Department of Clinical Laboratory, Fujita Health University Okazaki Medical Center, Okazaki, Japan.
Department of Microbiology, Fujita Health University School of Medicine, Toyoake, Japan.
Microbiol Spectr. 2021 Dec 22;9(3):e0160821. doi: 10.1128/Spectrum.01608-21. Epub 2021 Nov 17.
Rapid detection and reporting of carbapenemase-producing (CPE) is one of the top priorities of clinical microbiology laboratories. The Clinical and Laboratory Standards Institute recommends the modified carbapenem inactivation method (mCIM) as the preferred method for this purpose, but it requires a broth incubation process which can be cumbersome. Here, we compared the performance of mCIM with three alternative rapid CPE detection methods against a collection of genetically defined CPE, with most carrying , and non-CPE clinical isolates. The sensitivities of mCIM, simplified carbapenem inactivation method (sCIM), Rapidec Carba NP, and NG-Test Carba 5 were 98.0%, 54.9%, 90.2%, and 72.5%, whereas the specificities were 89.5%, 84.2%, 89.5%, and 100%, respectively. Modification of the interpretive criteria of sCIM increased its sensitivity to 88.2% and specificity to 89.5%. The results suggest that mCIM is currently the optimal method for CPE detection in an epidemiological setting where CPE-producing IMP group carbapenemase is predominant. While sCIM is easier to perform, it requires further validation before it can be widely adopted as an alternative to mCIM in the clinical laboratory. Simple identification methods for carbapenemase-producing are required for the clinical laboratory. The simplified carbapenem inactivation method (sCIM) is a carbapenemase detection method that can be performed with less hands-on time than mCIM, but its sensitivity and specificity were suboptimal compared with other phenotypic detection methods when tested against a collection of IMP-producing CPE. Insufficient inactivation of imipenem from inadequate inoculation was suspected as the cause. While sCIM is easier to perform, it requires optimization before it can be widely adopted as an alternative to mCIM in the clinical laboratory.

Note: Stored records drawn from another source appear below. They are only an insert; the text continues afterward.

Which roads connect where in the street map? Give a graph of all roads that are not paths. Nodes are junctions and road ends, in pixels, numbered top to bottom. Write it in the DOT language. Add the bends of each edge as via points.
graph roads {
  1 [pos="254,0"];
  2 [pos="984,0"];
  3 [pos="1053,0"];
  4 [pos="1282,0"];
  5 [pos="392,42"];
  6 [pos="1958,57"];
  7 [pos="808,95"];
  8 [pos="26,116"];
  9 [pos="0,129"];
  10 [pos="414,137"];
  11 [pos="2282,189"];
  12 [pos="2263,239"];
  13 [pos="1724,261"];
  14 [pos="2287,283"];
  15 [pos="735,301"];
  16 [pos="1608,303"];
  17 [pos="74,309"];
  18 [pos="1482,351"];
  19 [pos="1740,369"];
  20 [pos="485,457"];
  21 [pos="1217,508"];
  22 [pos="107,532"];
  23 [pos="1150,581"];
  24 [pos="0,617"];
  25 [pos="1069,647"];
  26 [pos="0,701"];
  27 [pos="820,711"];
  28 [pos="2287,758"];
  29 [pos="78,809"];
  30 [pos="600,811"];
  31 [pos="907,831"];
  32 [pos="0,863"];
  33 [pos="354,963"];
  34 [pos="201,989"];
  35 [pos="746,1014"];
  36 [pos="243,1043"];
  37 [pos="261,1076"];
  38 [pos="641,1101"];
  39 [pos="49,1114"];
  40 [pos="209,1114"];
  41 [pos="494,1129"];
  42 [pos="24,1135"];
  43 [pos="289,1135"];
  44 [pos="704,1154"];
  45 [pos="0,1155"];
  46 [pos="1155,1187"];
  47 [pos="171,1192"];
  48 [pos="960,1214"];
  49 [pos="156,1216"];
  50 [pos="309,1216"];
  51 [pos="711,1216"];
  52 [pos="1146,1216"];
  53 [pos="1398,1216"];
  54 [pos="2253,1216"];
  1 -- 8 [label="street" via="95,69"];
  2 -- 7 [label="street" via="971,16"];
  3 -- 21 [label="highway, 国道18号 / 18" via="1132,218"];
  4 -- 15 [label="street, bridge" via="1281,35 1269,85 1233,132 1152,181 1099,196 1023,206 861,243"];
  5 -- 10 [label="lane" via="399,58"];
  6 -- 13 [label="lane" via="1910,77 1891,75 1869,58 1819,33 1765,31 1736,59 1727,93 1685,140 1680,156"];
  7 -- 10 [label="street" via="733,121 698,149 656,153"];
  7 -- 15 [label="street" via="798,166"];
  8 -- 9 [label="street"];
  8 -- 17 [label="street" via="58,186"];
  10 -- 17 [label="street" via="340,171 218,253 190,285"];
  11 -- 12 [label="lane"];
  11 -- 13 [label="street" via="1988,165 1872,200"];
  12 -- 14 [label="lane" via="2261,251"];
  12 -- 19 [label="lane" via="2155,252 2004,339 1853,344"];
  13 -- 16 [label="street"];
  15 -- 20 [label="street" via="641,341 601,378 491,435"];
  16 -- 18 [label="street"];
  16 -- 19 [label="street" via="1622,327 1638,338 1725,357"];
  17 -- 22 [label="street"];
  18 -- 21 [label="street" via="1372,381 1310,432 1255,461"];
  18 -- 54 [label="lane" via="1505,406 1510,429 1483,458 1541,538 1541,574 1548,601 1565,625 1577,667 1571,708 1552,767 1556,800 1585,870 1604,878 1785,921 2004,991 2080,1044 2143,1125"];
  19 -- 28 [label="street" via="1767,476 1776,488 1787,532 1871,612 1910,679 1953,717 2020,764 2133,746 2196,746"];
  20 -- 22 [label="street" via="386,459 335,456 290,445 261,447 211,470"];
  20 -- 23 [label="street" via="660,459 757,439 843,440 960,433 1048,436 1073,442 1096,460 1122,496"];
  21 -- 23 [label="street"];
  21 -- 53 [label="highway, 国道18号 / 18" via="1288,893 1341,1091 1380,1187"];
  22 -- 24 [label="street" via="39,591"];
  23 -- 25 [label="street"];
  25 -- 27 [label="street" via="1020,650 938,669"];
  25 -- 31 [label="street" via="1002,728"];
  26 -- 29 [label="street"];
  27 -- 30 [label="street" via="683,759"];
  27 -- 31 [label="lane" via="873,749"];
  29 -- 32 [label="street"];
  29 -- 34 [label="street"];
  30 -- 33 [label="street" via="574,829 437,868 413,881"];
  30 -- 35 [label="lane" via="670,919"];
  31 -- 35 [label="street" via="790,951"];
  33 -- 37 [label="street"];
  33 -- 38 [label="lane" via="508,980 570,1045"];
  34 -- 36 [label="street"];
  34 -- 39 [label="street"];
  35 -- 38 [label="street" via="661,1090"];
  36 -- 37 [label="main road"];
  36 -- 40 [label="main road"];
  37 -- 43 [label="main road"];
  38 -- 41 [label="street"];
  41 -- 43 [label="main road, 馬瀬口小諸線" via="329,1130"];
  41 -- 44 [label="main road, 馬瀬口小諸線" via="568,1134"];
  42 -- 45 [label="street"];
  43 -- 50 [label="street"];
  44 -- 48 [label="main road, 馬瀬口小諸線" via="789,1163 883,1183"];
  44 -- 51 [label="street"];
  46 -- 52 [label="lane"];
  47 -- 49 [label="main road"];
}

快速检测和报告碳青霉烯酶产生菌(CPE)是临床微生物学实验室的首要任务之一。临床和实验室标准研究所推荐改良碳青霉烯失活法(mCIM)作为首选方法,但它需要进行肉汤孵育过程,这可能很繁琐。在这里,我们比较了 mCIM 与三种替代快速 CPE 检测方法在一组遗传定义的 CPE 中的性能,其中大多数携带和非 CPE 临床分离株。mCIM、简化碳青霉烯失活法(sCIM)、Rapidec Carba NP 和 NG-Test Carba 5 的灵敏度分别为 98.0%、54.9%、90.2%和 72.5%,而特异性分别为 89.5%、84.2%、89.5%和 100%。sCIM 解释标准的修改将其灵敏度提高到 88.2%,特异性提高到 89.5%。结果表明,mCIM 是目前在流行病学环境中检测 CPE 的最佳方法,因为产 IMP 组碳青霉烯酶的 CPE 占主导地位。虽然 sCIM 更容易操作,但在广泛应用于临床实验室之前,还需要进一步验证。临床实验室需要简单的碳青霉烯酶产生菌鉴定方法。简化碳青霉烯失活法(sCIM)是一种碳青霉烯酶检测方法,与其他表型检测方法相比,其操作时间更少,但在检测一组产 IMP 的 CPE 时,其灵敏度和特异性都不理想。怀疑是由于接种不足导致亚胺培南失活不足。虽然 sCIM 更容易操作,但在广泛应用于临床实验室之前,还需要进一步优化。